Segment Start: AVAILABLE DATA

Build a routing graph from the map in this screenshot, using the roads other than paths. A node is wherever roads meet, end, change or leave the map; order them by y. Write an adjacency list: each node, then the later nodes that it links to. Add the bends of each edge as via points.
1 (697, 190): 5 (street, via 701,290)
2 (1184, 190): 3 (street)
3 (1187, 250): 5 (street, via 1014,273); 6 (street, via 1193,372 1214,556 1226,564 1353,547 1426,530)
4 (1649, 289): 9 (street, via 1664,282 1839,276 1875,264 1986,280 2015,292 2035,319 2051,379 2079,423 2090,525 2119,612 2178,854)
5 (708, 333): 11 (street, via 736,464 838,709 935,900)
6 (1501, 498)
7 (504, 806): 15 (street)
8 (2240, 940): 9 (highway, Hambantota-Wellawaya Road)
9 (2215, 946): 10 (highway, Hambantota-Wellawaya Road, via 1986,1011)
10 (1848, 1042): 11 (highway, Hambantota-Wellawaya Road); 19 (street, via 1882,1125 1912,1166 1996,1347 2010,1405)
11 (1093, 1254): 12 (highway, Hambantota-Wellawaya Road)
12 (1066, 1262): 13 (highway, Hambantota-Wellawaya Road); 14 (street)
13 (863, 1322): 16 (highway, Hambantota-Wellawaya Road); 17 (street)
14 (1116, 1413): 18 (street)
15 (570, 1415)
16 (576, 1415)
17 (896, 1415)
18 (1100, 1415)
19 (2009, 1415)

Segment End: AVAILABLE DATA

_EXERCISE BRIEF:_
All entries must be given again exactly.

_ANSWER TO THIS EXERCISE:_
Build a routing graph from the map in this screenshot, using the roads other than paths. A node is wherever roads meet, end, change or leave the map; order them by y. Write an adjacency list: each node, then the later nodes that it links to. Add the bends of each edge as via points.
1 (697, 190): 5 (street, via 701,290)
2 (1184, 190): 3 (street)
3 (1187, 250): 5 (street, via 1014,273); 6 (street, via 1193,372 1214,556 1226,564 1353,547 1426,530)
4 (1649, 289): 9 (street, via 1664,282 1839,276 1875,264 1986,280 2015,292 2035,319 2051,379 2079,423 2090,525 2119,612 2178,854)
5 (708, 333): 11 (street, via 736,464 838,709 935,900)
6 (1501, 498)
7 (504, 806): 15 (street)
8 (2240, 940): 9 (highway, Hambantota-Wellawaya Road)
9 (2215, 946): 10 (highway, Hambantota-Wellawaya Road, via 1986,1011)
10 (1848, 1042): 11 (highway, Hambantota-Wellawaya Road); 19 (street, via 1882,1125 1912,1166 1996,1347 2010,1405)
11 (1093, 1254): 12 (highway, Hambantota-Wellawaya Road)
12 (1066, 1262): 13 (highway, Hambantota-Wellawaya Road); 14 (street)
13 (863, 1322): 16 (highway, Hambantota-Wellawaya Road); 17 (street)
14 (1116, 1413): 18 (street)
15 (570, 1415)
16 (576, 1415)
17 (896, 1415)
18 (1100, 1415)
19 (2009, 1415)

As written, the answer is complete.